- The Washington Times - Wednesday, June 19, 2002

The long lines, surly service and poor record keeping plaguing the District's Department of Motor Vehicles have convinced Mayor Anthony A. Williams that he needs to get personally involved in cleaning up an agency he once called the "best run" in the city.
Mr. Williams has outlined a six-point plan he said will solve problems in the DMV. Part of his plan calls for hiring 30 additional employees to staff the counters at the District's Brentwood, Penn Branch and C Street locations where long lines form daily and speeding the renovation of the shuttered vehicle-inspection station on West Virginia Avenue NE.
"I am committed to finding solutions to the problems that have been identified," Mr. Williams said in a statement released yesterday. "Although we have made great strides, we have an obligation to take immediate steps to improve service delivery in this essential area."
The mayor's action comes after a recent series of stories in The Washington Times focusing on ongoing problems in the DMV.
The mayor is also under pressure from council members who feel the issue hasn't been a priority for the administration. Last week, council member Carol Schwartz, at-large Republican, held a hearing on the bugs in the agency's new Destiny computer system. Several residents complained that the system and the new collection policy that came with it is unreliable and unfair.
Numerous witnesses said they were being forced to pay for tickets on cars they no longer own, or pay tickets that dated back as much as 20 years.
Council member Kevin P. Chavous, Ward 7 Democrat, responding to some of the complaints about fines being assessed to the wrong people, indicated yesterday that if the mayor doesn't take action, he plans to introduce legislation that would protect residents from an overaggressive DMV.

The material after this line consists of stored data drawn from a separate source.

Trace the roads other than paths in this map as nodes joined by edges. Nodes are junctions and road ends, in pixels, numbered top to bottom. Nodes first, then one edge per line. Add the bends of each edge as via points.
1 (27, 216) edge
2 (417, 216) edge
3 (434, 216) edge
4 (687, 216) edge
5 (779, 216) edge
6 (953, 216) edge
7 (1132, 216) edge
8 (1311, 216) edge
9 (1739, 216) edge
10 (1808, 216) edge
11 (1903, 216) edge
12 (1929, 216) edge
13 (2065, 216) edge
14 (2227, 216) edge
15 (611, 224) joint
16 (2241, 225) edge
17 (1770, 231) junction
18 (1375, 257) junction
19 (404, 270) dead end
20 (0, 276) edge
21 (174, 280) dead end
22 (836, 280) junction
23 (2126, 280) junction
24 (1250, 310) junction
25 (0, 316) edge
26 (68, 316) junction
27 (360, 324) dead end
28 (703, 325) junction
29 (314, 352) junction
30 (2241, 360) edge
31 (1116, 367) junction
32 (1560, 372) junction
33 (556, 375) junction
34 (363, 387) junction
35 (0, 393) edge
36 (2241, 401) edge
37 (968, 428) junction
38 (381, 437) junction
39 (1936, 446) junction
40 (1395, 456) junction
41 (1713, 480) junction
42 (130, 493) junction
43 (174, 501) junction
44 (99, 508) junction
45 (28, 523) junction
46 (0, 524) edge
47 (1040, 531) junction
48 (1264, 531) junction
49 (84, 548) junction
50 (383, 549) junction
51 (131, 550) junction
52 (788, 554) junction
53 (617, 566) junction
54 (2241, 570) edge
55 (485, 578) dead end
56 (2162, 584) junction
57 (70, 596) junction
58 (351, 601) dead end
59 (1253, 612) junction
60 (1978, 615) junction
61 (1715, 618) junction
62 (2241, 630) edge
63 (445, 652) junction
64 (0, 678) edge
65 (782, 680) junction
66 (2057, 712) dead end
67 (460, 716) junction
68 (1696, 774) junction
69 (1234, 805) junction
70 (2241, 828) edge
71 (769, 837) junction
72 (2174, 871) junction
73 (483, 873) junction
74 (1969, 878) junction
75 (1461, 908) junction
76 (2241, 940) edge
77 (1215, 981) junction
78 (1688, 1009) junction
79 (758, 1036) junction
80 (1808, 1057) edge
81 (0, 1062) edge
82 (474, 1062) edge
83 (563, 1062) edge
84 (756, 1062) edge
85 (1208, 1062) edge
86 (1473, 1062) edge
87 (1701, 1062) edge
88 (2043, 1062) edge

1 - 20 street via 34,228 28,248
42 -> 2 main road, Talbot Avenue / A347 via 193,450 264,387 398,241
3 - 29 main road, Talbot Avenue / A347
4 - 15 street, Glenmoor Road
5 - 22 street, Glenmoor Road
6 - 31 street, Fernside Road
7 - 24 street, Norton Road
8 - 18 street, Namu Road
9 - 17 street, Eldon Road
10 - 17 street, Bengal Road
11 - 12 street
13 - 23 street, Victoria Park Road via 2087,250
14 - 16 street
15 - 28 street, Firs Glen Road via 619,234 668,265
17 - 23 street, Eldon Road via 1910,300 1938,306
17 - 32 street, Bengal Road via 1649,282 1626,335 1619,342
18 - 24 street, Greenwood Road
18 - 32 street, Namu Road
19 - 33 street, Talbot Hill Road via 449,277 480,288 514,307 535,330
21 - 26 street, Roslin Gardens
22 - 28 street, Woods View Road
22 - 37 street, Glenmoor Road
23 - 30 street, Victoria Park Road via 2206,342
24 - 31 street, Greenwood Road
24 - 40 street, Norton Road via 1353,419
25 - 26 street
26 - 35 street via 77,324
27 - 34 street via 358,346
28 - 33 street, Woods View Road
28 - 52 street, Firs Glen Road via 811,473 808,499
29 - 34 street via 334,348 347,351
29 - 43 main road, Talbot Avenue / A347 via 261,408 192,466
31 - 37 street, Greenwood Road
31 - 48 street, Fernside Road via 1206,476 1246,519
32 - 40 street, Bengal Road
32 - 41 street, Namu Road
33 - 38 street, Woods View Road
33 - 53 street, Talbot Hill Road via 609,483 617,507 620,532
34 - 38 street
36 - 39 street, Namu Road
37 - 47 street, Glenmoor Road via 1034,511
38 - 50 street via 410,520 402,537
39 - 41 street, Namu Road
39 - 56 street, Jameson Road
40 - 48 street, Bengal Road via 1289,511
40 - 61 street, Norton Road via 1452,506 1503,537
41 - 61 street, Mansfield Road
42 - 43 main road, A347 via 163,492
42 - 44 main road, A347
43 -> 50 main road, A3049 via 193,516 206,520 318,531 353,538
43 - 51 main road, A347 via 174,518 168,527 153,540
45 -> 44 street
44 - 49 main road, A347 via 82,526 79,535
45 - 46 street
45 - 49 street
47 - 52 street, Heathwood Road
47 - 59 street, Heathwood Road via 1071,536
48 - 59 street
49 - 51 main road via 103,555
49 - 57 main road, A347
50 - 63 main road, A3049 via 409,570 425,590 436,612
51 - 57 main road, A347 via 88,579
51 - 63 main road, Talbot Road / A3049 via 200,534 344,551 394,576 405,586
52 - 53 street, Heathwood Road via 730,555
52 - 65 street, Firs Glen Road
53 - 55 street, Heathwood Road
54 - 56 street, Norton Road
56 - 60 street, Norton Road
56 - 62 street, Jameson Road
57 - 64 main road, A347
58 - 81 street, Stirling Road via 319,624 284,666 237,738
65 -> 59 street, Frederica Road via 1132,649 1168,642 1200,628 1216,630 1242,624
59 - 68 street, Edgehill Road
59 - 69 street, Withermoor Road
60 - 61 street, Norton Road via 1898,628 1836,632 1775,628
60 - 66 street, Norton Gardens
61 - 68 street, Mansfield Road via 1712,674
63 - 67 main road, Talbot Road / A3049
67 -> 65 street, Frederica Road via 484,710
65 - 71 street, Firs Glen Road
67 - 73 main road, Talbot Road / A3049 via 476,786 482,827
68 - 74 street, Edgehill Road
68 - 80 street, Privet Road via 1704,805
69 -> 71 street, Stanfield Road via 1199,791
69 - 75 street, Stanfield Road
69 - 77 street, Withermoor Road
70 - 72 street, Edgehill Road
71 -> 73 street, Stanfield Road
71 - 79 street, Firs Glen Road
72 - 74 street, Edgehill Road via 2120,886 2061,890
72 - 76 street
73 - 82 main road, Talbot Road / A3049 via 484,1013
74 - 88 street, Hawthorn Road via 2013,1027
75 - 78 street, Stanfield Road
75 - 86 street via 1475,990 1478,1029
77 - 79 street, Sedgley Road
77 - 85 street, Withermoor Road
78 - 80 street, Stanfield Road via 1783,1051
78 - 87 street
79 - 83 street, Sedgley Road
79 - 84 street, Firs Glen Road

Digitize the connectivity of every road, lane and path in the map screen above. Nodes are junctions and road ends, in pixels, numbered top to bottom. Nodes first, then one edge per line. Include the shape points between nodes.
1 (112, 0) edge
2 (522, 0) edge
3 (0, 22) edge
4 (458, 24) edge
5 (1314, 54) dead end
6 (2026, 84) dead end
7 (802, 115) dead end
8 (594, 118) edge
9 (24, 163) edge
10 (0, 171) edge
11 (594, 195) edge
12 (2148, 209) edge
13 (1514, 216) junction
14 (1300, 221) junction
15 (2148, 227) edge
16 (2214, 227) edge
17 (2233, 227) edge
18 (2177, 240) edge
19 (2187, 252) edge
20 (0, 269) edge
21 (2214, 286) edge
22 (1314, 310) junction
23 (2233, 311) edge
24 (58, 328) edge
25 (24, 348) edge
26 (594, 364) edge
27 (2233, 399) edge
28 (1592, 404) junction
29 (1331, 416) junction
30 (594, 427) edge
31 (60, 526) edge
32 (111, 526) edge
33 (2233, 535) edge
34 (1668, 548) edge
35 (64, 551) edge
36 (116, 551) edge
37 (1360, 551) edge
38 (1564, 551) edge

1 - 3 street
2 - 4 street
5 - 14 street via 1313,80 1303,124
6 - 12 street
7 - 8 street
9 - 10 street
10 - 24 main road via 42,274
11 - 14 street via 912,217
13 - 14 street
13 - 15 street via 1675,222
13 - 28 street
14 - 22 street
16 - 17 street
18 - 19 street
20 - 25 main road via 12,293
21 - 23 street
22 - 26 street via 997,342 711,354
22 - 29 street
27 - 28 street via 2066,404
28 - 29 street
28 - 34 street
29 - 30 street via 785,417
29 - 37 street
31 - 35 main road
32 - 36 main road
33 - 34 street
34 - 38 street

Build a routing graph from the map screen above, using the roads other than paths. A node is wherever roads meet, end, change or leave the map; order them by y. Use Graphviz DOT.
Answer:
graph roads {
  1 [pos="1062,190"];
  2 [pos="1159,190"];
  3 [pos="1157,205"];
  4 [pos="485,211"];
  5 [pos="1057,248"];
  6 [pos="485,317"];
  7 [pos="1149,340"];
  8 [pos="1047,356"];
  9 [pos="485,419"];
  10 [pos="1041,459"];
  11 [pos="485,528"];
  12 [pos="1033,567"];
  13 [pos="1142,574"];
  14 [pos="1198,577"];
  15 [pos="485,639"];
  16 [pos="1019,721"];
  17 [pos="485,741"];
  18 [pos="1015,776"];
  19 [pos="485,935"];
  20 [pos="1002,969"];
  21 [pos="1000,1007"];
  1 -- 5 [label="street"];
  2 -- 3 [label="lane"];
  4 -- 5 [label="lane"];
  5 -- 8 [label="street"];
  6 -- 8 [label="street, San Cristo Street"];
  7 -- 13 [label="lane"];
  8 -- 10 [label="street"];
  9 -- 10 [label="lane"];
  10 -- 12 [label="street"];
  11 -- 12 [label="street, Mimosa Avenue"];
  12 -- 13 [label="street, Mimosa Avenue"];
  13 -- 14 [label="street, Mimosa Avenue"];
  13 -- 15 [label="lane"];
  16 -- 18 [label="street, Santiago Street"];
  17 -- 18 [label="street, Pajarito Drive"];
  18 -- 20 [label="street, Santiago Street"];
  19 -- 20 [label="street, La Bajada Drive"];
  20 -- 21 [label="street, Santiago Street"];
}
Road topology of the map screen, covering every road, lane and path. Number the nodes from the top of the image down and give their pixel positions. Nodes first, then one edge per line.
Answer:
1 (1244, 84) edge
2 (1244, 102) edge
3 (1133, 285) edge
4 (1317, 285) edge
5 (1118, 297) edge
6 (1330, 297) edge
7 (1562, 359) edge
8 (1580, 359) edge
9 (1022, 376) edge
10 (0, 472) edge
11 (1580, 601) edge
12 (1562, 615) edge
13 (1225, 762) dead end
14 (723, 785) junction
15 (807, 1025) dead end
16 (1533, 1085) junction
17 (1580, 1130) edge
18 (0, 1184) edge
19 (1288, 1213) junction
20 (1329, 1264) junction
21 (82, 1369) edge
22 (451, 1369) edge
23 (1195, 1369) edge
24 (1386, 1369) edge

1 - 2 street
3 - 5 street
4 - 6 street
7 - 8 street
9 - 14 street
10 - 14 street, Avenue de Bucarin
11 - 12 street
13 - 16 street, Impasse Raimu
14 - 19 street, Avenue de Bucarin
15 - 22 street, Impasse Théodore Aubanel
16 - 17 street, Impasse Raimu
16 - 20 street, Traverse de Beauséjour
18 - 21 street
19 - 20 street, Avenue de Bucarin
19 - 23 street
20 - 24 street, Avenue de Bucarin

Mr. Chavous' legislation would limit the DMV's ability to collect any overdue fines issued before 1998.
"He tabled the legislation for two weeks to give the mayor time to work with the council on reaching a better solution," said Kathy Etamad, spokeswoman for Mr. Chavous.
But forgiving old debts would be expensive, city officials say. DMV spokeswoman Regina Williams said the city is owed hundreds of million of dollars in overdue tickets dating back to 1981.
"On the whole, the city is owed $490.2 million in outstanding fines $127.6 million is owed by D.C. residents alone," Miss Williams said.
Mr. Williams has said many of the complaints are coming from people who owe the city money and that the new computer system is doing what it was designed to do: catch those people.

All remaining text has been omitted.